During an exclusive conversation with International Business Times, she shared her thoughts on her recent directorial, Tribhanga and her ways of being alive in people's mind through the meme. Tribhanga has received mixed reviews, but it is vastly different from the Barjatiya morality which we have experienced on the big screen in the 90s. The only morality the women in Sahane's film follows is freedom in true sense. Freedom to part ways with religion, freedom to be a spiritual woman, freedom to choose her own lover, in other embracing life the way it comes and owing to the ability to understand that the next generation of daughters made choices of their own.
In Tribhanga change happens in a different direction. An atheist mother gets highly spiritual children and a free-spirited mother's child wants to be part of a traditional family.

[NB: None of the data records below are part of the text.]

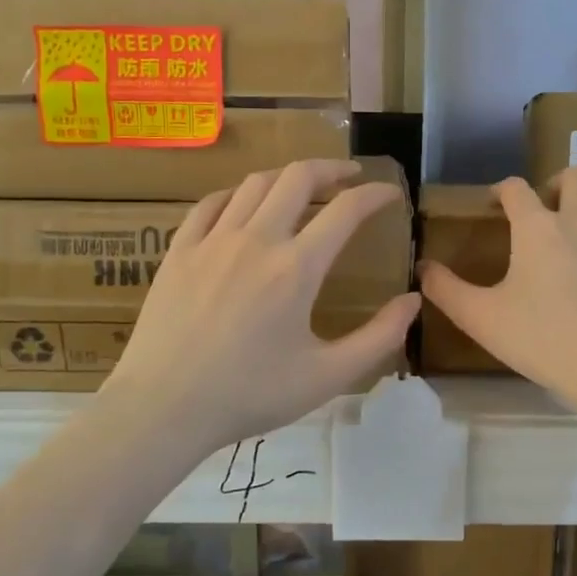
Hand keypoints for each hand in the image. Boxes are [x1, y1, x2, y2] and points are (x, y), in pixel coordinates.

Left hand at [100, 159, 419, 455]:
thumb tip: (413, 300)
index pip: (346, 210)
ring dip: (287, 177)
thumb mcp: (328, 377)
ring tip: (302, 188)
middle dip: (331, 168)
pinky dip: (237, 194)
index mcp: (297, 268)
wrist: (163, 407)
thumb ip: (379, 337)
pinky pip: (211, 203)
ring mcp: (212, 240)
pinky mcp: (179, 250)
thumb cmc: (249, 395)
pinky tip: (244, 204)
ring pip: (255, 183)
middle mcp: (256, 240)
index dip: (375, 194)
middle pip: (298, 177)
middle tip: (349, 176)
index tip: (391, 194)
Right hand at [419, 169, 576, 416]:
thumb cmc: (543, 341)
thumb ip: (446, 290)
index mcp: (538, 229)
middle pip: (576, 177)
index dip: (501, 190)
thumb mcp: (481, 319)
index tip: (494, 204)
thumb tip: (422, 266)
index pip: (515, 188)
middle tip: (550, 211)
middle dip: (560, 185)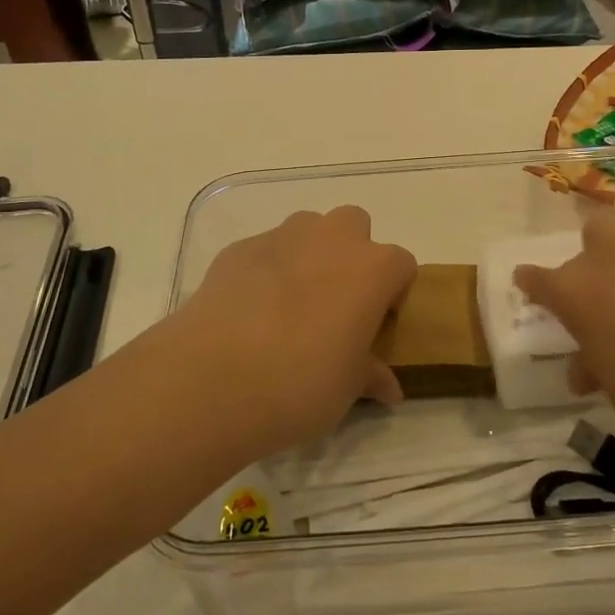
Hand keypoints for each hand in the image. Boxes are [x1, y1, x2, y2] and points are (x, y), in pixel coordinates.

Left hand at [163, 207, 416, 459]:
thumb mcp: (347, 389)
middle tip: (335, 304)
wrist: (213, 379)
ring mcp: (281, 237)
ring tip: (291, 304)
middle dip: (351, 255)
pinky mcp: (238, 248)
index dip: (392, 293)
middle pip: (354, 226)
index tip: (375, 325)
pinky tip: (250, 311)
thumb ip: (370, 375)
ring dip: (309, 254)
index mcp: (372, 269)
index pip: (401, 264)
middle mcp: (331, 239)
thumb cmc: (301, 384)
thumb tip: (388, 387)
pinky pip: (265, 250)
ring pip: (307, 229)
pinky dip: (266, 270)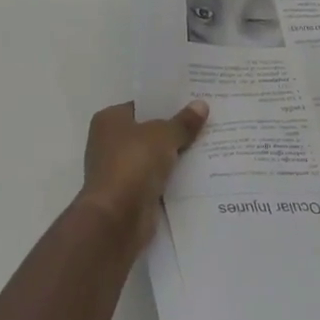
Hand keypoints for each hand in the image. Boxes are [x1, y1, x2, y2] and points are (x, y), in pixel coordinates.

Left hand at [78, 101, 208, 250]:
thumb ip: (183, 122)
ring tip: (210, 143)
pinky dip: (173, 177)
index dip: (167, 103)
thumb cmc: (133, 163)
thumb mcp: (164, 135)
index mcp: (110, 119)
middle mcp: (110, 142)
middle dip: (174, 129)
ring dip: (175, 155)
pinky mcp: (130, 194)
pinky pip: (157, 179)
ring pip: (155, 156)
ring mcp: (120, 170)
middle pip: (149, 131)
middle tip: (207, 120)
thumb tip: (201, 105)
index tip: (193, 101)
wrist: (117, 218)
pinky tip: (200, 171)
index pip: (142, 105)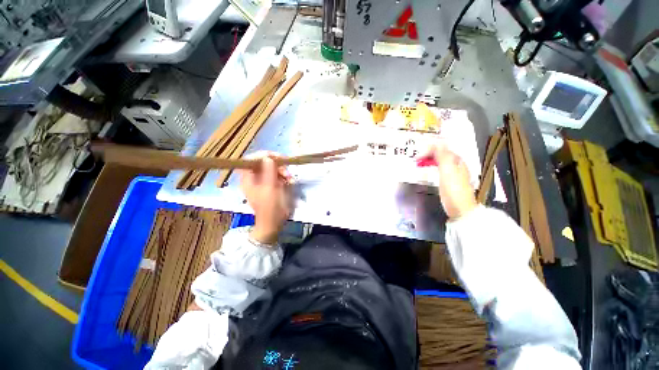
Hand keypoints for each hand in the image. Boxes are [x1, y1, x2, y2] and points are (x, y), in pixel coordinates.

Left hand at [239, 152, 291, 244]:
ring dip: (283, 171)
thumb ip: (269, 172)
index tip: (276, 157)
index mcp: (248, 179)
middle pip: (264, 163)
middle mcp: (255, 178)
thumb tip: (268, 157)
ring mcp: (264, 181)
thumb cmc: (270, 207)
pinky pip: (278, 175)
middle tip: (287, 169)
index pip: (251, 160)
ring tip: (291, 178)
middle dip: (277, 164)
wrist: (275, 222)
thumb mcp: (270, 189)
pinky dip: (285, 176)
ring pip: (273, 168)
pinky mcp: (272, 184)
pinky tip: (291, 181)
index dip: (262, 156)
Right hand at [417, 143, 476, 219]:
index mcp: (456, 161)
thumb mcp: (447, 171)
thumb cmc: (453, 190)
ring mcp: (454, 173)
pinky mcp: (450, 181)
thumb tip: (437, 143)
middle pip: (441, 154)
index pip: (441, 149)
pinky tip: (428, 171)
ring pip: (440, 161)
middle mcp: (456, 165)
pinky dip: (432, 167)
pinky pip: (440, 169)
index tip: (416, 158)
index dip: (428, 150)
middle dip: (428, 154)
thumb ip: (443, 156)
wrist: (461, 210)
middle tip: (416, 160)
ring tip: (419, 164)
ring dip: (429, 160)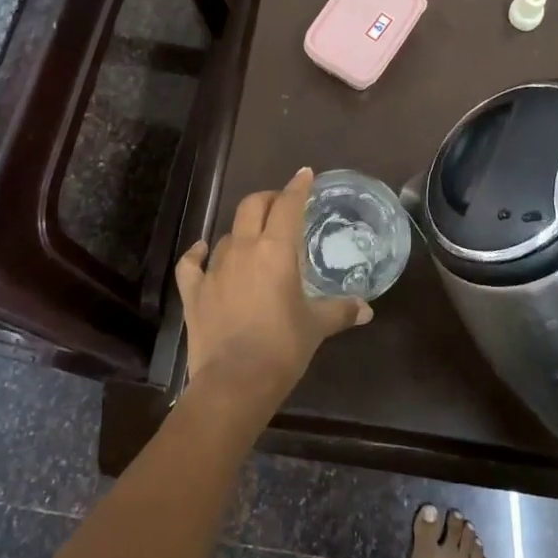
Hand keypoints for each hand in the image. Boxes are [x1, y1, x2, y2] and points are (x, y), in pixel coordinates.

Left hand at [176, 167, 372, 419]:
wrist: (234, 383)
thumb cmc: (282, 348)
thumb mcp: (316, 327)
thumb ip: (341, 311)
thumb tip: (366, 309)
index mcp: (276, 250)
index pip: (288, 205)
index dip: (298, 186)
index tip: (305, 174)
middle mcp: (243, 249)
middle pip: (253, 206)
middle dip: (269, 199)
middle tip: (281, 205)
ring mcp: (214, 268)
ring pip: (228, 233)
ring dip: (243, 230)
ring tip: (254, 239)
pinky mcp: (193, 290)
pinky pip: (191, 262)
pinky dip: (198, 253)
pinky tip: (203, 251)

Well, I think religion is such a personal thing, each person, they might belong to our family, like Nayantara (a character from the film) where God is not brought up because she is an atheist. But there lie experiences, there lies something that is something apart from their mother. Whatever they experience in their life, they are open and luckily their family is a very liberal family, they are not disheartened and they are allowed to have this choice of following a particular religion, god, that is embraced. The main thing is that it has to be your choice not imposed on you.
That is the thing about Anu and Robindro discover, Robindro is a Mira and Anu is in the Radha category, in her love for Krishna. In that sense, there is a distinction in their love for Krishna. And her child Masha, who is nice and adjusting to all sort of environment, she identifies herself as Bahai, a religion which accommodates the thoughts of all religion and embraces all religion. That's what I show, that there are three different perspectives and this can happen in families where there is no rigid system, which is imposed on anybody. They all have their own lives to live and choose.
Do you think/know anyone who has hated their mother like Anu in Tribhanga?
Life inspires you. For any writer, the things you read, the things you observe, the people you meet, the things you think of it is a collective process over many many years. The seed might be buried and then you think of that then you build upon that. In the beginning, I wanted it to be around Nayan and Anu's relationship, that was for me the craft, the started point was that when I had met somebody when I was shooting for a film, who mentioned pretty casually that she hated her mother and that she was extremely happy to be married, and that she left her pre-marital home.
That shocked me to the core, till then I had not met anybody who said that they hated their mother, you know. Mothers were always somebody, the core. For me my mother is my core, whatever I am is because of her, she is everything to me, hence I found it very difficult to understand, then I was thinking where I'm concerned myself if my centre was off centre, my centre which is my mother, if she was the kind of person I hated then what would have happened, that was the beginning point of Tribhanga. Then of course I wanted a different perspective of this relationship, and that's when the third generation also came.
In Tribhanga Anu physically pushes an elderly woman away. Do you think 10 years ago audience would have accepted such behaviour on screen?
Yah, why not you have to show the logic of your story. Whether it is 10 years ago or 30 years ago, there are so many films that have shown things which are very very shocking and extremely difficult to palette in a normal society. And yes, it is the way the screenplay proceeds you make it believable, and you draw people in and therefore the entire thing becomes believable.
The character speaks to you from the beginning then you believe whatever you believe on screen. Even 10 years ago if I would have shown this, because this is the kind of relationship many people have from what feedback I'm getting from the film, I have realised that there are many acrimonious relationships there are behind the four walls of even supposedly normal family.
So you are an actress, a director, a writer, yet people still know you as a meme. Did you ever imagine that would happen?
(Laughs). No. I would have never imagined, at that time there were no social media only, I wouldn't have been able to imagine internet taking over our daily lives, and so memes were not something popular, that time it was considered shocking. Back then when Hum Aapke Hain Kaun had released, the exit of the bhabi was extremely shocking, so for them, it is very difficult to convert it something you can laugh at, but nowadays nothing is taken seriously, everything is up for a good laugh and you have to have a good sense of humour you know to even live life happily. I think it is a great way of keeping oneself alive in people's mind today when there are so many people using memes on your death.